> Exercise details
Lines from the entries below that hold "Ventura" form the answer; copy all of them.

--

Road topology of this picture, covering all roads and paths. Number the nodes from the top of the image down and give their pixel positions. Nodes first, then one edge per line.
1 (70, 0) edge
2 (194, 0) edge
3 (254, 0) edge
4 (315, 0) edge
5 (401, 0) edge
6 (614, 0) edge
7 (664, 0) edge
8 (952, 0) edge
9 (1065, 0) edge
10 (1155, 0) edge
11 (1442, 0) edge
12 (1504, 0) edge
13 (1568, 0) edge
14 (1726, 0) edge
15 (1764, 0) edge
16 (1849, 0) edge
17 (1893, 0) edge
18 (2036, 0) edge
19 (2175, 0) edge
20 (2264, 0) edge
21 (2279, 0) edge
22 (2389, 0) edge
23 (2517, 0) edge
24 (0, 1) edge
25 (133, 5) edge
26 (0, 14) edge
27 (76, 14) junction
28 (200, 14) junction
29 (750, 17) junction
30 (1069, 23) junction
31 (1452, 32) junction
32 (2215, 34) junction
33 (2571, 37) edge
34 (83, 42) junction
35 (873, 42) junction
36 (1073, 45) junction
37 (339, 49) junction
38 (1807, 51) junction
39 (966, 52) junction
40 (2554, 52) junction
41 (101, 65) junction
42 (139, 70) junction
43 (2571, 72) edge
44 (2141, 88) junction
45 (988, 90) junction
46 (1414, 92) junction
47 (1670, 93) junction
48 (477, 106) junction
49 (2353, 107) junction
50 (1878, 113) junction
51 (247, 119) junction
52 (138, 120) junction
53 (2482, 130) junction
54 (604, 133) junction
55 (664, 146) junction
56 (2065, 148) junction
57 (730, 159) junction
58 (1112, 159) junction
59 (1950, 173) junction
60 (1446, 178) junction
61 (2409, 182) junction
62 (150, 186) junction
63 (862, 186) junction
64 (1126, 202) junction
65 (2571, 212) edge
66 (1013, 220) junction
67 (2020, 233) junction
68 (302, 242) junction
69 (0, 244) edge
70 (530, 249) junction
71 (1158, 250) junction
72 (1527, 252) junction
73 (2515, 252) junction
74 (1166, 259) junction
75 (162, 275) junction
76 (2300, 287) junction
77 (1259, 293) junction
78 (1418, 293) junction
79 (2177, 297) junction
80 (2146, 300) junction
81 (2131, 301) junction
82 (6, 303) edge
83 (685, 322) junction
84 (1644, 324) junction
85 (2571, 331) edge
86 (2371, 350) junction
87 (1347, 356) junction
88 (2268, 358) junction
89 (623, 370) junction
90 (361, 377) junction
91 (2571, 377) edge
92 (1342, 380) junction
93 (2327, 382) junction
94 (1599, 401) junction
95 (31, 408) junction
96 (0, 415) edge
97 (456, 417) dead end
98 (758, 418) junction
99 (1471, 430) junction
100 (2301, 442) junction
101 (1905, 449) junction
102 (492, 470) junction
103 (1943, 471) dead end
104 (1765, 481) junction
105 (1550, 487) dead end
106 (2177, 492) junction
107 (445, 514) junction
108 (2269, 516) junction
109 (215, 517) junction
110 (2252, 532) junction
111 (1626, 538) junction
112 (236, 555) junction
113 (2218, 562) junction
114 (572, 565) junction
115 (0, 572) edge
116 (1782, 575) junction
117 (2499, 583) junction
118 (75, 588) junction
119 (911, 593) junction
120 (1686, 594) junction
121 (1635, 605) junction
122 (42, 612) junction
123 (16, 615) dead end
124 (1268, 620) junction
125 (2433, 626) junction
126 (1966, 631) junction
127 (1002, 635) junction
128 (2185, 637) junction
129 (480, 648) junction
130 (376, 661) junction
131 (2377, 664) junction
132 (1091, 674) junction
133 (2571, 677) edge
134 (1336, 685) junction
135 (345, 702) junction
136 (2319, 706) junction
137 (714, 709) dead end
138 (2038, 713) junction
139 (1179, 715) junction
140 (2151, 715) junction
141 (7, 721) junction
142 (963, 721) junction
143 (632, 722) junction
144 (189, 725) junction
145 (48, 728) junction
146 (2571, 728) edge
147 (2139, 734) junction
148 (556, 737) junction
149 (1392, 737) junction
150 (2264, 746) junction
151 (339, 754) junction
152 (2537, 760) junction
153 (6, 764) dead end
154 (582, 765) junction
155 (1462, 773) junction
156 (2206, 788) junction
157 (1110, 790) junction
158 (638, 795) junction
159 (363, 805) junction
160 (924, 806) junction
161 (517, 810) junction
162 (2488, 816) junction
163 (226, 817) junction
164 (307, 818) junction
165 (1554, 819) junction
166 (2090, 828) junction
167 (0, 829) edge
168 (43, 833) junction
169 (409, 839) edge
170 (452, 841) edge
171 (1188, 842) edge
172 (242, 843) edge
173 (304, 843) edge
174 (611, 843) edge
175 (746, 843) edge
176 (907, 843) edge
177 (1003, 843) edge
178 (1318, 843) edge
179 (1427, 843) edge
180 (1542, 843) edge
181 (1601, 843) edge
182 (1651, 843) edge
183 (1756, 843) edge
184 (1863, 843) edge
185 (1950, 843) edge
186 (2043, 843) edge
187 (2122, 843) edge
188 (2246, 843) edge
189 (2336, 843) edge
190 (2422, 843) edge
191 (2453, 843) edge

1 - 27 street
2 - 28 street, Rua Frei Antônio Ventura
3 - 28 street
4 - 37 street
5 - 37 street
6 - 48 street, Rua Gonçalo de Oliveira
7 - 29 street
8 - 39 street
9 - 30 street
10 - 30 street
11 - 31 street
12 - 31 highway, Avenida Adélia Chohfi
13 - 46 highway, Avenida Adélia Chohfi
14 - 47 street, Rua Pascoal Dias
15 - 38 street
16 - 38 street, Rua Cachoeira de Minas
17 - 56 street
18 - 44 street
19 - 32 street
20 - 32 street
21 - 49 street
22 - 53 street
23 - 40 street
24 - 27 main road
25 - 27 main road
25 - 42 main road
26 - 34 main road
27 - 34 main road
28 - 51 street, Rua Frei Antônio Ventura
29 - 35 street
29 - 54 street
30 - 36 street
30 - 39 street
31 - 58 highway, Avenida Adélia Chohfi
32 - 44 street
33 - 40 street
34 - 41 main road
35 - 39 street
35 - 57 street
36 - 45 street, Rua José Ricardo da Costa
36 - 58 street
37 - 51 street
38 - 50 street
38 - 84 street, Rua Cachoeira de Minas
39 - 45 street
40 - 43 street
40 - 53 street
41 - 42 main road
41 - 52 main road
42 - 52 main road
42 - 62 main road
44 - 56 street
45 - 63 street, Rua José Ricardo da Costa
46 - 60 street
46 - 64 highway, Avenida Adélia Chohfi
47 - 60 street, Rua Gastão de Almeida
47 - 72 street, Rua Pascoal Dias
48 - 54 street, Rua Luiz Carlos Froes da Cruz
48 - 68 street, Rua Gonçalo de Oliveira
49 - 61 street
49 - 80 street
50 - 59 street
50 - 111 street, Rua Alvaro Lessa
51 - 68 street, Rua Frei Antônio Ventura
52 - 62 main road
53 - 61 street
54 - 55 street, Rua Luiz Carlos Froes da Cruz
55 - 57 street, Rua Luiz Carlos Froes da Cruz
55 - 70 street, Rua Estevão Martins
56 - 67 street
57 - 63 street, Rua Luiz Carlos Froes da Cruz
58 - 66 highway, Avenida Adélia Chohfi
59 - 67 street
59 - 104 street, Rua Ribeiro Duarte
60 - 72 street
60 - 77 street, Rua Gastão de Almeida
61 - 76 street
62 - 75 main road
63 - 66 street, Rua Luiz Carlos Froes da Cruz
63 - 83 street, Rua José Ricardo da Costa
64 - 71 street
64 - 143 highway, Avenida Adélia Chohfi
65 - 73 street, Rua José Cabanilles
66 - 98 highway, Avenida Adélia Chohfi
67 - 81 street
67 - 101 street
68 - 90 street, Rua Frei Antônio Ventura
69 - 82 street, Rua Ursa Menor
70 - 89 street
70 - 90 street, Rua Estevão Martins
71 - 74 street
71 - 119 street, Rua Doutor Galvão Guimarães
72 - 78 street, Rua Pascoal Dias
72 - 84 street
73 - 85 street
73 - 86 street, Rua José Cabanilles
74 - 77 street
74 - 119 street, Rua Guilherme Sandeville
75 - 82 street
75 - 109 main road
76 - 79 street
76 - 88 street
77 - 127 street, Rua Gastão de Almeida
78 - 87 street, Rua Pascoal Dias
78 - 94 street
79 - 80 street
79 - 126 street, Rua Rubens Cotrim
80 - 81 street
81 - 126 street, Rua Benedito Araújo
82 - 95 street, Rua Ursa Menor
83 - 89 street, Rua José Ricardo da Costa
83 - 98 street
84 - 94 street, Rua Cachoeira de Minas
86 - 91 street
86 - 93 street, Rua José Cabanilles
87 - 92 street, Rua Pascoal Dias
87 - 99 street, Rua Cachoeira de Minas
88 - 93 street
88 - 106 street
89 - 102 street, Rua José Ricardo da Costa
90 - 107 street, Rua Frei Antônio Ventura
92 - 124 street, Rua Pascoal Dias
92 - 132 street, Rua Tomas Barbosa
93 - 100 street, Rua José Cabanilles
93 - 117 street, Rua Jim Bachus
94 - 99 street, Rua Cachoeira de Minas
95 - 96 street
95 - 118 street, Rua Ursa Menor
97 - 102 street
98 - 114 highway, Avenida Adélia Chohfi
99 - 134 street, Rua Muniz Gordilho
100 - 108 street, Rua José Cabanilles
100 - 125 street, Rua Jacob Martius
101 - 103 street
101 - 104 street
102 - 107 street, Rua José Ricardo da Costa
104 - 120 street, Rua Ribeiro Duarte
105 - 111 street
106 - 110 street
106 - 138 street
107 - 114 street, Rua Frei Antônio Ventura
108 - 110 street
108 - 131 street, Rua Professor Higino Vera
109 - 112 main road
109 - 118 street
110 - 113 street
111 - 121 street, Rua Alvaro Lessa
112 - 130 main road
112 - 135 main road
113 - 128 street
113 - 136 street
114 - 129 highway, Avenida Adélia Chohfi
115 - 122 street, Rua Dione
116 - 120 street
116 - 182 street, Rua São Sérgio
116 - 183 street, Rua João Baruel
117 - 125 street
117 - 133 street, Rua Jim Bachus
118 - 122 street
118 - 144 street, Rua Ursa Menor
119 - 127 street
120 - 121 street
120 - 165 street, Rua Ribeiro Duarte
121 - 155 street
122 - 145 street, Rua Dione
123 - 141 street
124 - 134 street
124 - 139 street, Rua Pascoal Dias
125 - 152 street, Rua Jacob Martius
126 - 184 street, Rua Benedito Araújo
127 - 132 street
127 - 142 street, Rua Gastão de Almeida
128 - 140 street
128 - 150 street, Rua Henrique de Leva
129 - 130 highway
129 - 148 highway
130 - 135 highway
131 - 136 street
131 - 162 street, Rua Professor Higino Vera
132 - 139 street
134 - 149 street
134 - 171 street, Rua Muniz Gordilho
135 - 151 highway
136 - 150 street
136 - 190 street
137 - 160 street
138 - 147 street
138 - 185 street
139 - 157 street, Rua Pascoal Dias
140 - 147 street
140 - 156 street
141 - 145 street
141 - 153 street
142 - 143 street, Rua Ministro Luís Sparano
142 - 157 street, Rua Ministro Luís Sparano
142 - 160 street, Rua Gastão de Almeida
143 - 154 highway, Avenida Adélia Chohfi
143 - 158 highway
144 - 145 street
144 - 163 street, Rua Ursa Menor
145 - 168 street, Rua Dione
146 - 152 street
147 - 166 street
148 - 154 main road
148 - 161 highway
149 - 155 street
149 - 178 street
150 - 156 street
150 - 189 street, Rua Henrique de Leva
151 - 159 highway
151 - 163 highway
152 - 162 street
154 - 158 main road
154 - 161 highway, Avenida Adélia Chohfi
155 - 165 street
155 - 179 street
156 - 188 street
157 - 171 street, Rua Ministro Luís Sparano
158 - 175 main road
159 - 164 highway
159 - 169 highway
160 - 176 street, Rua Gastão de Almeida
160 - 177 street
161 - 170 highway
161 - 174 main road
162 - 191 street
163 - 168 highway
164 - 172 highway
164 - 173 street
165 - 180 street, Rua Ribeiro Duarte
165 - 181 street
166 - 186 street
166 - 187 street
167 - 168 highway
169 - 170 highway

--

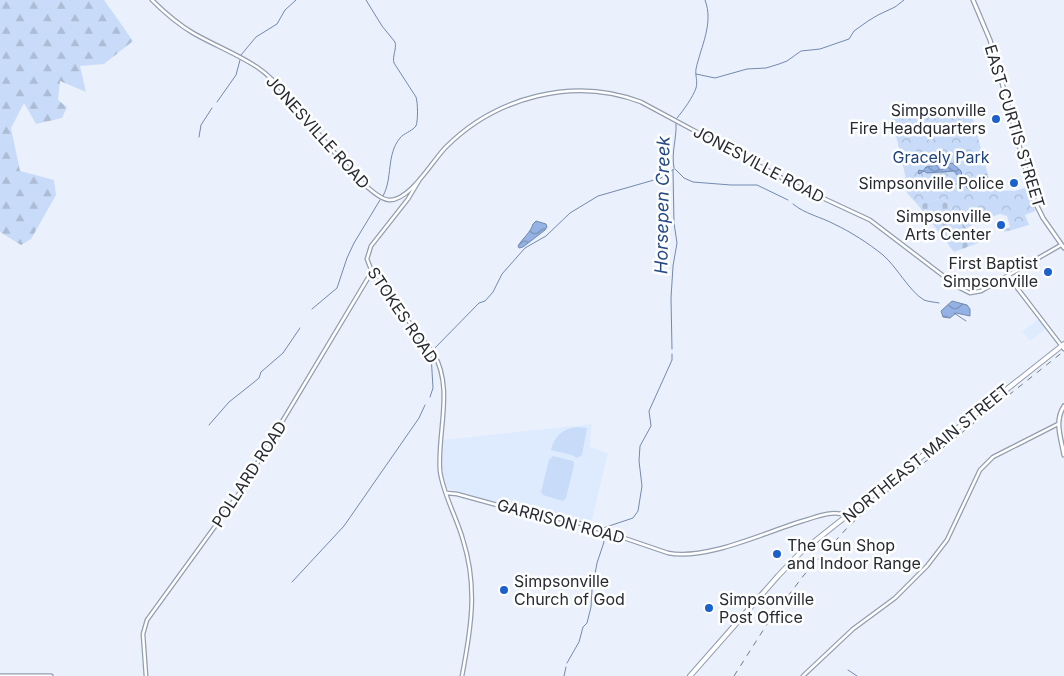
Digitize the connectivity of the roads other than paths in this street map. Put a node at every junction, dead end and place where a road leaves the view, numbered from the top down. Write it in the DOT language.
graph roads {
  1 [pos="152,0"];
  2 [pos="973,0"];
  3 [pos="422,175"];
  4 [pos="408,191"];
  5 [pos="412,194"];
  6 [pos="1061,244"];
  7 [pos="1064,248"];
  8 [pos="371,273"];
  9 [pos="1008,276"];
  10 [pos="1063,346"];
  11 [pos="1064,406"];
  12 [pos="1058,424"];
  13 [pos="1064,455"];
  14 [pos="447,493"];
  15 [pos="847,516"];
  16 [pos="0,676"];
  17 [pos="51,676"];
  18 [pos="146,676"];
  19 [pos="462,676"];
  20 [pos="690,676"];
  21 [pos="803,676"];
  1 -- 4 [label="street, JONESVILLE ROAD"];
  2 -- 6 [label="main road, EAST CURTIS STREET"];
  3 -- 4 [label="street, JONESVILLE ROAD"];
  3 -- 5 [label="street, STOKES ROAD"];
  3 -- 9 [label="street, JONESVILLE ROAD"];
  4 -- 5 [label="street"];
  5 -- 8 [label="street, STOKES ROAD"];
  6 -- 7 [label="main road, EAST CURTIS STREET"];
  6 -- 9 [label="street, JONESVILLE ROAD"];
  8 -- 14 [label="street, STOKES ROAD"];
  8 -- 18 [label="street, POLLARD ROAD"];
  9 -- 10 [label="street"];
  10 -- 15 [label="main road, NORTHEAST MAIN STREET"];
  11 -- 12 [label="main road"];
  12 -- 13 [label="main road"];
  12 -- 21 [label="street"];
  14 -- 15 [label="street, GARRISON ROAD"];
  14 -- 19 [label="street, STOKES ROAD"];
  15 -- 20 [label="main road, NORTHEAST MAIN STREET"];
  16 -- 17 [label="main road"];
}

--

> Your solution
2 - 28 street, Rua Frei Antônio Ventura
28 - 51 street, Rua Frei Antônio Ventura
51 - 68 street, Rua Frei Antônio Ventura
68 - 90 street, Rua Frei Antônio Ventura
90 - 107 street, Rua Frei Antônio Ventura
107 - 114 street, Rua Frei Antônio Ventura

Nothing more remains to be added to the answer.